Fractures of the Ankle: Pathogenesis and Treatment

J South Orthop Assoc. 2000;9(2) 

In This Article

Historical Landmarks

Because of the absence of radiography and the inchoate state of biomechanics, knowledge of ankle injuries before 1900 was based on clinical observations and cadaver experiments; but the significance of these early observations is clouded by ambiguous terminology and by the failure of authors to distinguish experimental findings from clinical impressions.

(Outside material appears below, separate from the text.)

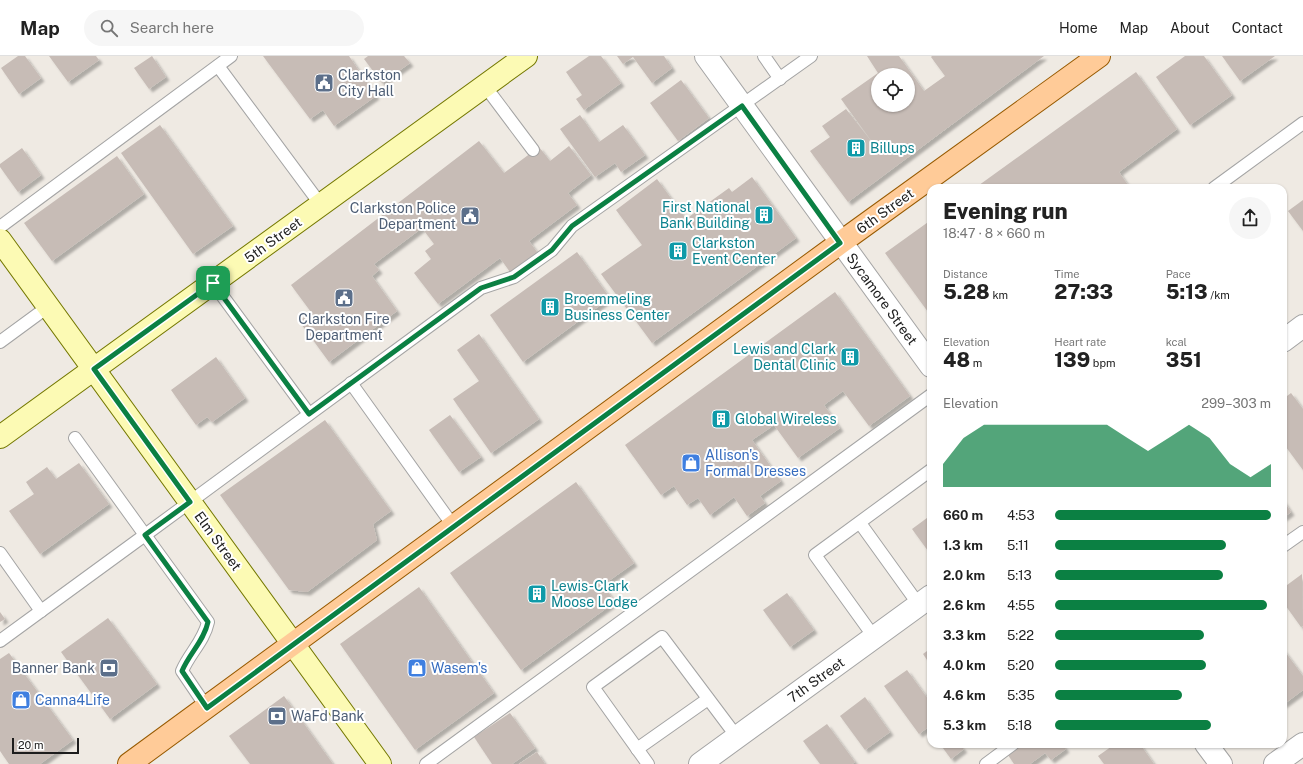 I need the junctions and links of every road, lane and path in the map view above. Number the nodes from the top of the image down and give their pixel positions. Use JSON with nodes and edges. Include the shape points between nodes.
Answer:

Among the earliest observations on the pathomechanics of ankle injuries were those by Sir Percival Pott,[1] who, in an article entitled "Some Few General Remarks on Fractures and Dislocations," published in 1768, attempted to relate the clinical findings in a given case to the injuries that caused them. He described a fracture of the fibula 2 to 3 inches above its tip associated with a tear of the deltoid ligament and lateral subluxation of the talus. By failing to include the syndesmotic injury that accompanies this fibular fracture, Pott described a nonexistent lesion. Since his description, the term "Pott's fracture" has often been applied to bimalleolar fractures; however, in Pott's original description, neither malleolus was broken, which makes the eponym doubly unfortunate.

During the next 150 years, most experimental studies on the production of ankle injuries were done by the French. In 1816, Dupuytren[2] used cadaver experiments to produce ankle fractures by abduction or "outward movement" of the foot. Subsequently, French authors have referred to a low Dupuytren fracture, a short oblique fracture of the fibula just above a ruptured anterior inferior tibiofibular ligament or below an intact one; and a high Dupuytren lesion, which refers to a transverse or short oblique fracture at the junction of the middle and distal thirds of the fibula accompanied by disruption of the syndesmosis -- though this latter injury undoubtedly includes an element of external rotation (Fig 1). Nélaton[3,4] suggested out that it was the high Dupuytren fracture, with or without intercrural dislocation of the talus, that most deserved designation as the Dupuytren fracture, though because of the confusion it engenders, it is perhaps best to avoid the eponym altogether.

Figure 1.

Abduction fractures according to Dupuytren.[2]

Maisonneuve,[5] a pupil of Dupuytren, was the first and almost only surgeon before the 20th century to emphasize the role of external rotation in the production of ankle fractures, showing how external rotation of the talus in the ankle mortise could produce the high fracture of the fibula that bears his name. His original illustration, however, failed to show the necessary interosseous disruption, and the obliquity of the fibular fracture was depicted in the coronal rather than the characteristic sagittal plane. Maisonneuve's most significant contribution was his description of a much more common fracture, the low external rotation fracture of the fibula, which, because it begins anteriorly below and ends posteriorly above the attachments of the respective tibiofibular ligaments, has been labeled the "mixed oblique" fracture (Fig 2).

Figure 2.

Low "mixed oblique" fibular fracture of Maisonneuve.[5]

In 1848, Tillaux[6] described an external rotation fracture in which the anterolateral corner of the lower tibia was avulsed by the tibiofibular ligament, a fracture that had been depicted without comment in Sir Astley Cooper's[7] 1822 treatise on fractures. The rarely encountered fibular counterpart of the Tillaux fracture was described by Wagstaffe[8] in 1875.

Although Cooper had called attention to articular fractures of the posterior tibia in his 1822 treatise by including an illustration of one that had healed with posterior talar subluxation, Earle[9] was the first, in 1828, to report a fresh posterior lip fracture encountered at autopsy, a finding confirmed shortly thereafter by other European authors. With some dismay, those familiar with this earlier literature encountered an article in 1915 by Cotton,[10] in which he described this injury as a "new type of ankle fracture," modestly suggesting that, when the injury occurred in association with fractures of the medial and lateral malleoli, it be called "Cotton's fracture."

Almost 50 years after Earles's report on posterior lip fractures, Nélaton[3,4] described fracture of the anterior lip of the tibia. In 1911, Destot[11] described the comminuted fracture of the tibial plafond that has since been referred to as a pilon or "pestle" fracture.

Bosworth,[12] in 1947, provided the first description of a low, external rotation fracture of the fibula in which the displaced proximal fragment became locked behind the posterior tibia, where it was held by an intact interosseous membrane.

In 1994, Wilson et al[13] described the malle-olar fractures resulting from isolated plantar flexion injuries. Both malleoli are fractured obliquely in the sagittal plane, though the lateral malleolar fracture runs posteriorly and upward, whereas the medial malleolar fracture courses posteriorly and downward -- a truly mixed oblique pattern (Fig 3).

Figure 3.

Malleolar fractures produced by isolated plantar flexion. Both malleolar fracture lines are in sagittal plane, but superoinferior direction is reversed.